The four volcanoes stand on the Tharsis bulge, a gigantic swelling on the side of Mars that is 3,000 miles (5,000 km) across and 4 miles (7 km) above its surroundings, not including the height of the volcanoes atop it.

By carefully studying minute variations in the orbits of several satellites around Mars — such as Mars Express, the Mars Reconnaissance Orbiter and the ExoMars Trace Gas Orbiter — Root and his colleagues were able to map the Red Planet's gravitational field. They found regions where the gravity was stronger and regions where the gravity was weaker. 

Related: Magma on Mars may be bubbling underground right now

Combined with seismic measurements of the thickness and flexibility of the planet's crust, mantle and deep interior made by NASA's Mars InSight mission, the new findings reveal the complexities of the distribution of mass within Mars. Rather than being divided into neat layers like an onion, Mars' interior is lumpier, with various density anomalies.

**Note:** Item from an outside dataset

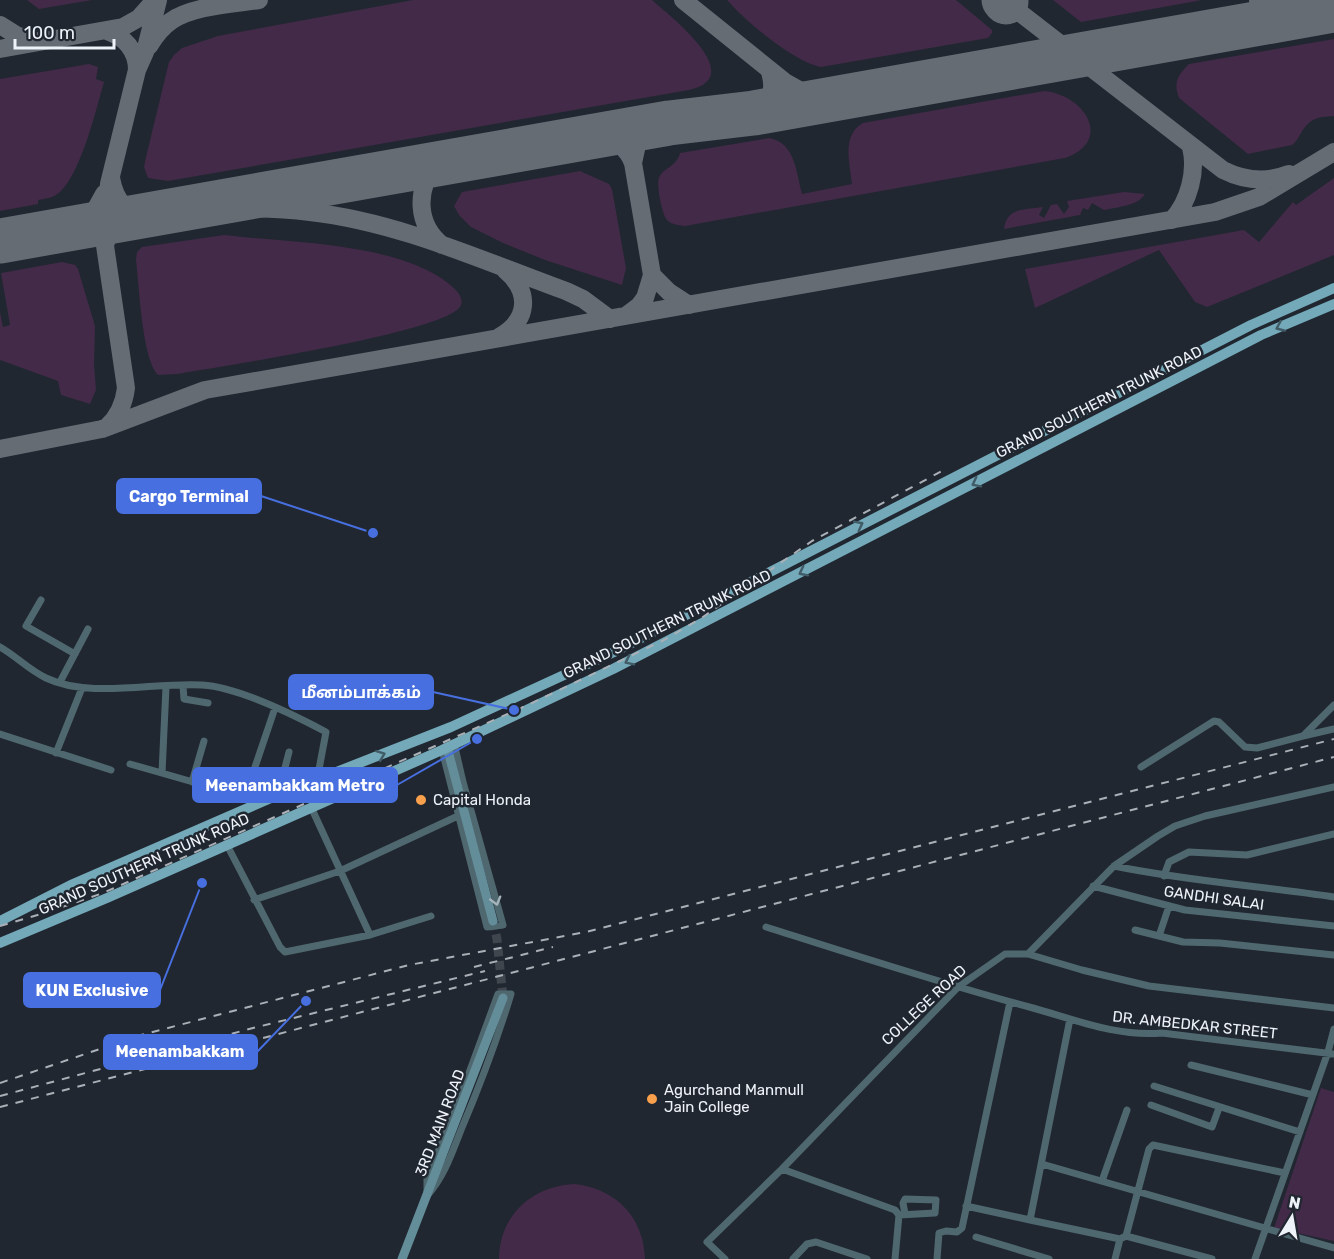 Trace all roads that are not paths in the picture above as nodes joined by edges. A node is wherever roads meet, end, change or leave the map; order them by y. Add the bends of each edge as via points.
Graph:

Root's team found that beneath Tharsis is a vast region of weaker gravity, caused by a 1,100-mile-wide (1,750 km) region of lower density at a depth of 680 miles (1,100 km). They interpreted it as a huge plume of magma that's slowly working its way up from the planet's interior, to perhaps one day power the Tharsis volcanoes again. 

However, this mantle plume is not the only oddity that Root's team found from the gravity map. They also discovered more than 20 mysterious subsurface structures of various sizes — including one that resembles a dog — beneath Mars' northern hemisphere, where an ancient ocean once filled the lowlands. Unlike the mantle plume underneath Tharsis, these northern features are denser than their surroundings and have a strong gravitational pull. These structures are not visible from Mars' surface; they are buried deep beneath the sediments laid down by the ocean.

"These dense structures could be volcanic in origin or could be compact material due to ancient impacts," Root said. "There seems to be no trace of them at the surface. However, through gravity data, we have a tantalizing glimpse into the older history of the northern hemisphere of Mars."

Among the several gravity anomalies in the northern hemisphere is one that looks a bit like a dog (on the right).  (Image credit: Root et al.)

A new mission would be required to learn more about these mysterious features. Root is part of a team proposing the Martian Quantum Gravity (MaQuls) mission, which would map Mars' gravity field in detail from orbit.

"Observations with MaQuls would enable us to better explore the subsurface of Mars," Lisa Wörner, a researcher at the German Aerospace Center, said in the statement. "This would help us to find out more about these mysterious hidden features and study ongoing mantle convection, as well as understand dynamics surface processes like atmospheric seasonal changes and the detection of groundwater reservoirs."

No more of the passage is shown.